The Supreme Court, with both the Electoral Commission and the defendants pleading their cases, individually heard each case. For each case, the Electoral Commission argued that the candidates violated university policy by having parades on the Set. Commission officials said that by driving through the vehicle-restricted area, certain candidates were soliciting votes illegally.
“The Set was an unapproved location and unfair leverage over other candidates,” said Electoral Commissioner Tiffany Finch.
The commission added that the parades were health hazards and violated traffic laws by causing congestion on streets.
“If someone were to get hurt, we would have a grave situation on our hands,” McDowell said.
However, some campaign team members said that was not their intent.
“We had to drive slowly because we were driving rented Chevys and had documentation to drive through the Set,” said Aaron Berry, representing Hammel and Holley. “We used an original idea to draw attention to our campaign.”
Several others echoed the same message.
“We were given approval for the event in October 2001. If any rules were changed, we weren’t given proper notification,” said Aziza Bowser, representing Jack.
Coverson said the Electoral Commission failed to provide either her or the other candidates involved with tangible documents explaining their allegations.
Coverson presented the court with a signed written statement by Officer Berlendah Gadson stating that she gave her permission to drive through the Set without any incurred
penalty and reminded the commission of the hierarchy of orders.
“As a student of Florida A&M University, I am obligated to follow the rules stated in the Student Constitution, the FANG and the Electoral Codes.
However, the laws of state supercede the aforementioned regulations,” she said.
The suspension debate centered around whether it was made clear that parades were prohibited.
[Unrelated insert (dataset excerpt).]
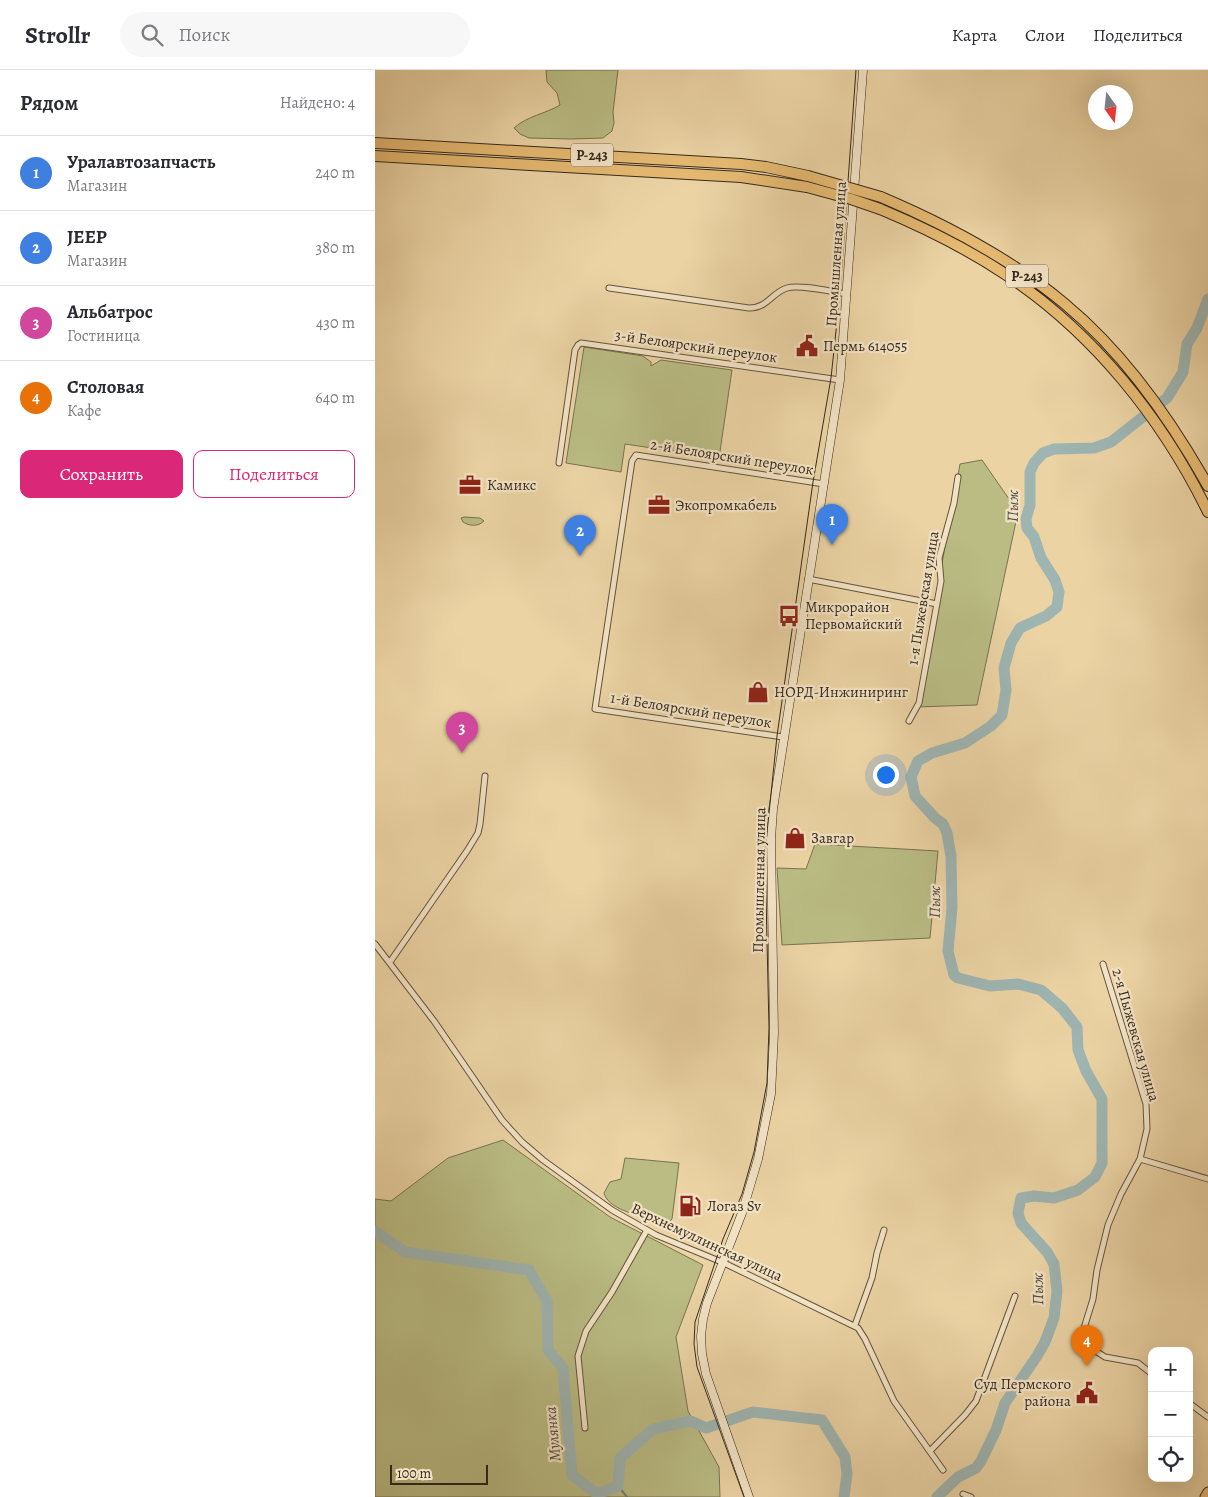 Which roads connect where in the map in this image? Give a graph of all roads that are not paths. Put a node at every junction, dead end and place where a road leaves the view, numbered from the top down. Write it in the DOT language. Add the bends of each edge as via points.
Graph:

Attayah Ali and Saasha Wheeler, witnesses for Coverson and Smith, respectively, testified that no mention of parades was made at a mandatory candidates’ meeting held Feb. 17. However, commission officials contended that candidates were informed of the stipulation at the meeting.
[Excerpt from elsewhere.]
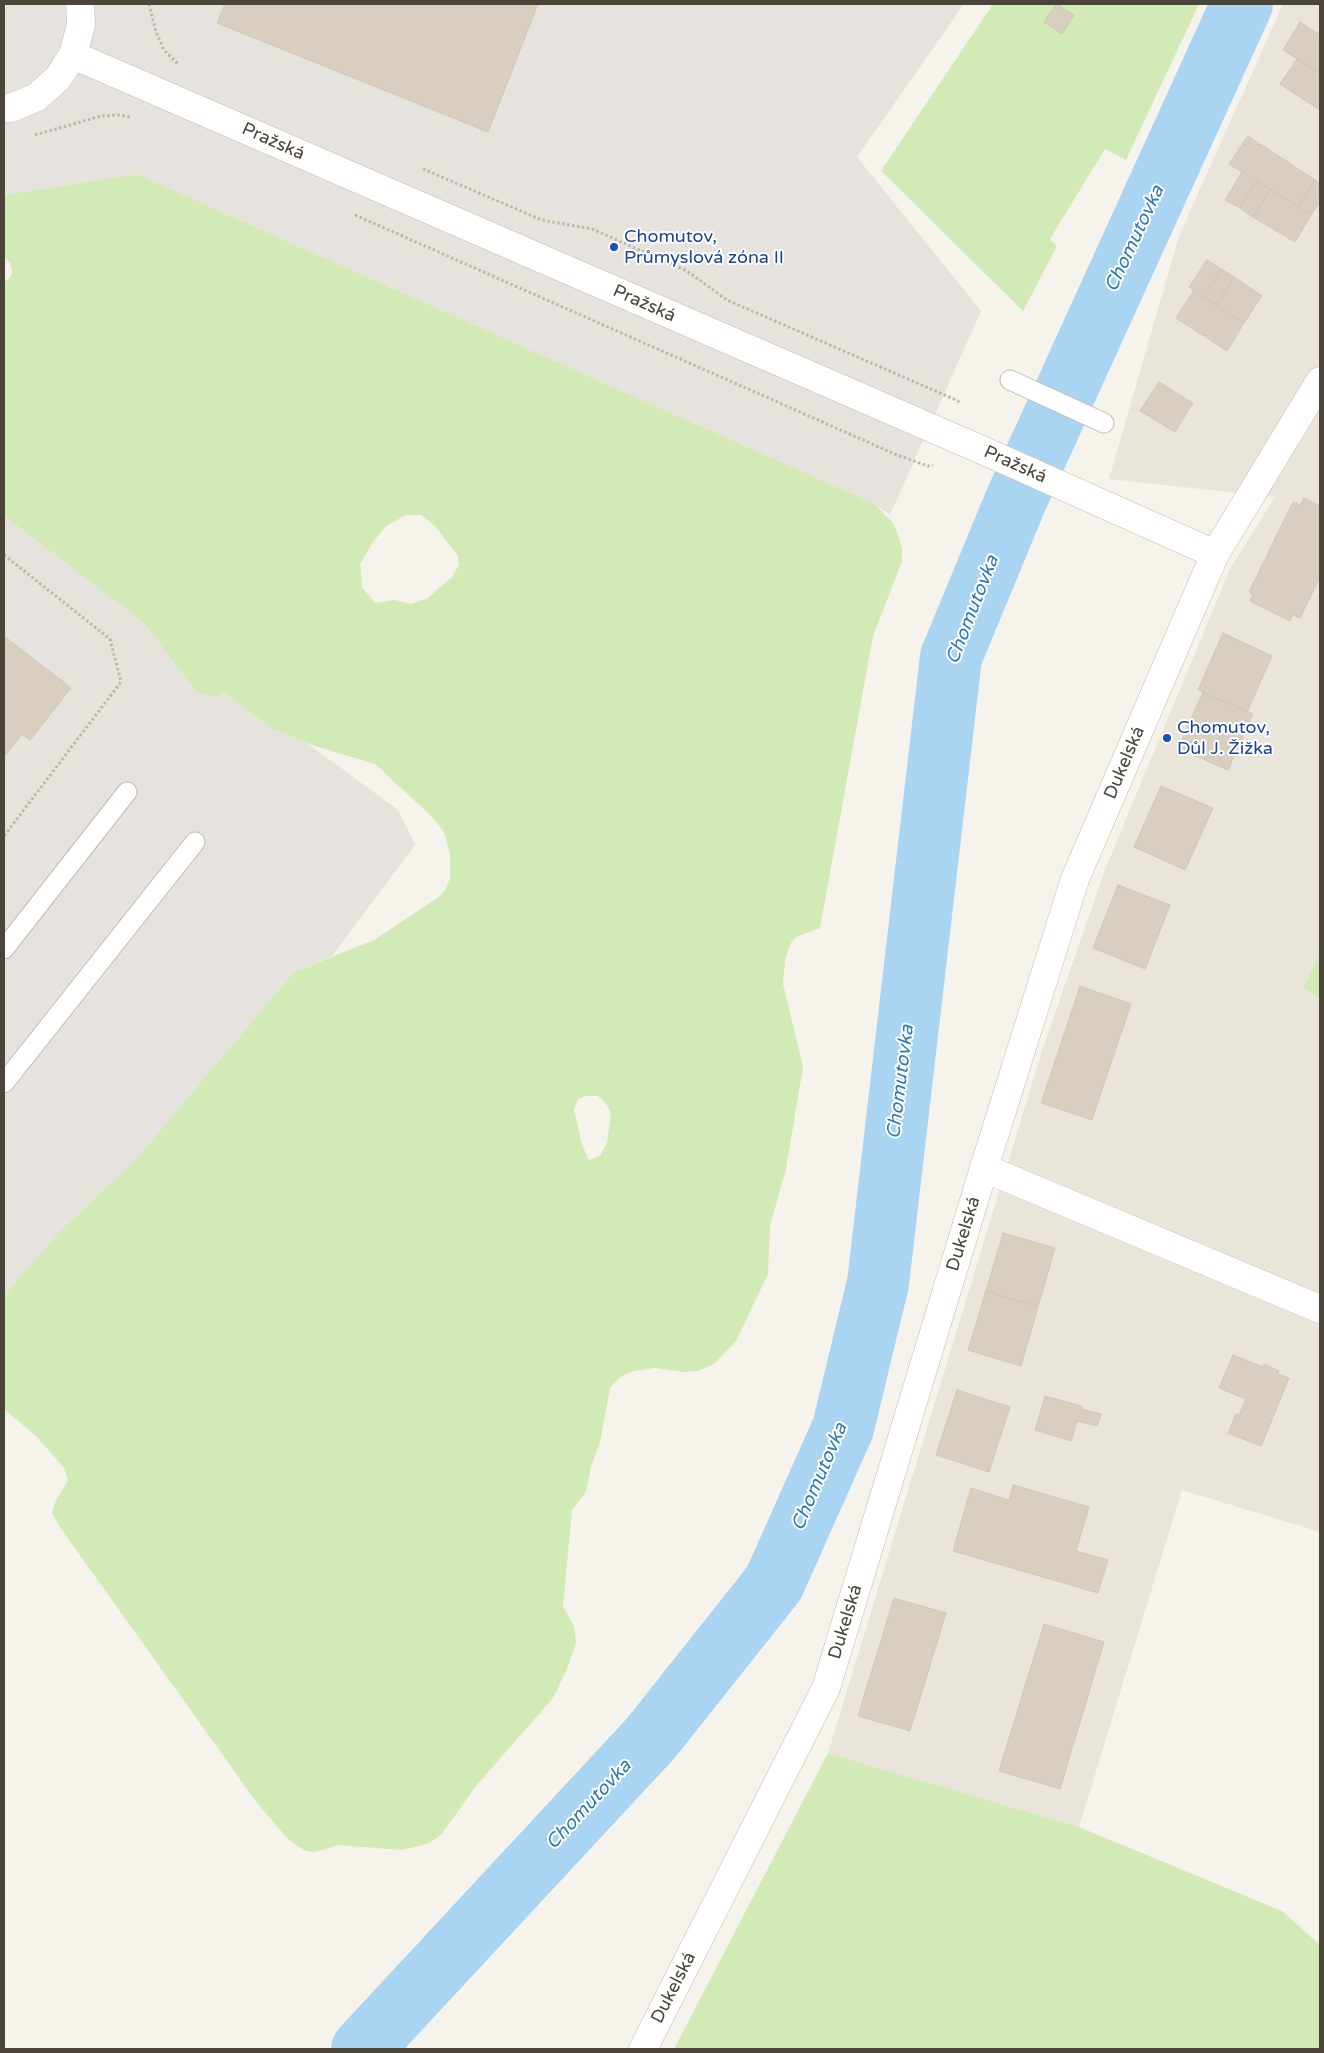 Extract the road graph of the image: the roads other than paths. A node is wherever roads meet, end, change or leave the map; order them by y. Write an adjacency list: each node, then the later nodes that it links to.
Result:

“I made it very clear that there could be no parades or open-pit grills and that food had to be catered,” said Catherine Jefferson, advisor to the Electoral Commissioner. “I’ve been lied on before. I know what I said, the only mistake was not putting it in writing.”
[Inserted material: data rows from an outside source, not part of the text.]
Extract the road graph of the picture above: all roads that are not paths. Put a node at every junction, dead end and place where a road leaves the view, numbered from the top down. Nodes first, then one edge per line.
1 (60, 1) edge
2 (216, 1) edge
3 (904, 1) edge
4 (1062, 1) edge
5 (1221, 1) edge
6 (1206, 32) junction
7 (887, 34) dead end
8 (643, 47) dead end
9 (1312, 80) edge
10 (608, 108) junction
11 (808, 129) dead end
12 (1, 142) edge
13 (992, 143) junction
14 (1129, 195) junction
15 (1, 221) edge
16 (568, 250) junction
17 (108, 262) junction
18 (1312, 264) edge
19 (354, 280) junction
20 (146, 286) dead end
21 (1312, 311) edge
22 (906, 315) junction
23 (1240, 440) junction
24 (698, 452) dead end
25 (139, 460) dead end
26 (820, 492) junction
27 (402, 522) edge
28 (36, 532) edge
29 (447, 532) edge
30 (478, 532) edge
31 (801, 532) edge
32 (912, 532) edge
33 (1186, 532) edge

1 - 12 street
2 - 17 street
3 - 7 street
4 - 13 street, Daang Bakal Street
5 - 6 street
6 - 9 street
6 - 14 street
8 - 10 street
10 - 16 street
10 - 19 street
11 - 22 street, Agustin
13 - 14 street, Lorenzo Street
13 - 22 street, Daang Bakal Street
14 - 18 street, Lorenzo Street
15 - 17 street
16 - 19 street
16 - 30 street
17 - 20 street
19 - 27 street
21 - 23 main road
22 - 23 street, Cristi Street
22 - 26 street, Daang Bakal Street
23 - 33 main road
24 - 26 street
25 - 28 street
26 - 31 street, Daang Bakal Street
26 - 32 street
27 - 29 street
Currently, the Electoral Codes do not address parades as campaign tactics.
John M. Lee, a senior senator who represented Smith, said Finch overstepped her boundaries by suspending candidates for violating a university policy.
“You can’t change the rules in the middle of the game. Every candidate has to sign a ‘Statement of Agreement’ saying that they will follow the rules submitted by the Electoral Commission, but the only rules submitted were the Electoral Codes, not traffic laws or university policies.
“Even if the candidates violated university policy, only the university can take action against them, not the commissioner,” Lee said.
According to the Election Procedures in Chapter 602 in the Electoral Codes, each member of the commission “shall submit a list of problems, solutions, or possible changes to the Election Code (in Memorandum Form) within two weeks following each Election to the Student Senate Elections and Appointments Committee.”
SGA Attorney General Dawn Pettigrew said that she would make recommendations for a revision of the codes to include a prohibition of parades.
“I want to make sure that it’s clear and in writing,” Pettigrew said.
Pettigrew said she was happy the ordeal was over and candidates could continue campaigning.
“I’m glad it’s over now and I wish everyone the best of luck.”